____ Extracted records

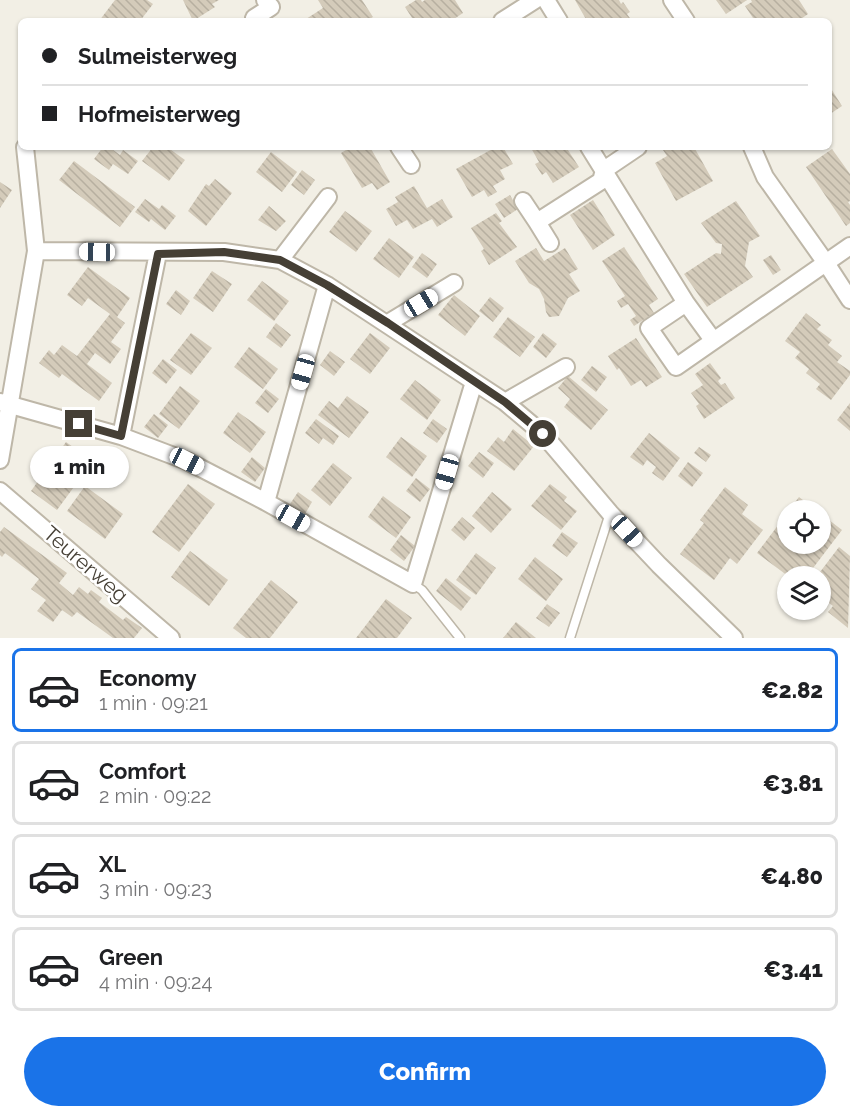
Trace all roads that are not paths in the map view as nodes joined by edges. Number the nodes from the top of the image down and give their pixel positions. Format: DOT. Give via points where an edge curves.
graph roads {
  1 [pos="535,0"];
  2 [pos="546,0"];
  3 [pos="672,0"];
  4 [pos="273,2"];
  5 [pos="506,12"];
  6 [pos="254,18"];
  7 [pos="557,18"];
  8 [pos="684,18"];
  9 [pos="25,150"];
  10 [pos="401,150"];
  11 [pos="591,150"];
  12 [pos="634,150"];
  13 [pos="753,150"];
  14 [pos="411,165"];
  15 [pos="604,170"];
  16 [pos="328,197"];
  17 [pos="523,201"];
  18 [pos="537,222"];
  19 [pos="550,243"];
  20 [pos="850,246"];
  21 [pos="36,251"];
  22 [pos="158,254"];
  23 [pos="280,260"];
  24 [pos="826,262"];
  25 [pos="454,283"];
  26 [pos="327,285"];
  27 [pos="850,300"];
  28 [pos="686,303"];
  29 [pos="388,323"];
  30 [pos="713,340"];
  31 [pos="566,367"];
  32 [pos="474,382"];
  33 [pos="505,402"];
  34 [pos="5,403"];
  35 [pos="121,436"];
  36 [pos="0,460"];
  37 [pos="0,490"];
  38 [pos="266,502"];
  39 [pos="610,513"];
  40 [pos="413,584"];
  41 [pos="171,638"];
  42 [pos="460,638"];
  43 [pos="570,638"];
  44 [pos="734,638"];
  1 -- 5 [label="street"];
  2 -- 7 [label="street"];
  3 -- 8 [label="street"];
  4 -- 6 [label="street"];
  9 -- 21 [label="street"];
  10 -- 14 [label="street"];
  11 -- 15 [label="street"];
  12 -- 15 [label="street"];
  13 -- 24 [label="street" via="765,177"];
  15 -- 18 [label="street" via="601,181"];
  15 -- 28 [label="street"];
  16 -- 23 [label="street"];
  17 -- 18 [label="street"];
  18 -- 19 [label="street"];
  20 -- 24 [label="street"];
  21 -- 22 [label="street"];
  21 -- 34 [label="street"];
  22 -- 23 [label="street" via="224,252"];
  22 -- 35 [label="street"];
  23 -- 26 [label="street"];
  24 -- 27 [label="street"];
  24 -- 30 [label="street"];
  25 -- 29 [label="street"];
  26 -- 29 [label="street"];
  26 -- 38 [label="street"];
  28 -- 30 [label="street"];
  28 -- 30 [label="street" via="650,328 676,366"];
  29 -- 32 [label="street"];
  31 -- 33 [label="street"];
  32 -- 33 [label="street"];
  32 -- 40 [label="street"];
  33 -- 39 [label="street" via="543,434"];
  34 -- 35 [label="street"];
  34 -- 36 [label="street"];
  35 -- 38 [label="street" via="187,461"];
  37 -- 41 [label="street, Teurerweg"];
  38 -- 40 [label="street"];
  39 -- 43 [label="lane"];
  39 -- 44 [label="street"];
  40 -- 42 [label="lane" via="423,590"];
}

________

● What the task asks
For the word "lane", show every line of the entries that holds it.

● Response area
  39 -- 43 [label="lane"];
  40 -- 42 [label="lane" via="423,590"];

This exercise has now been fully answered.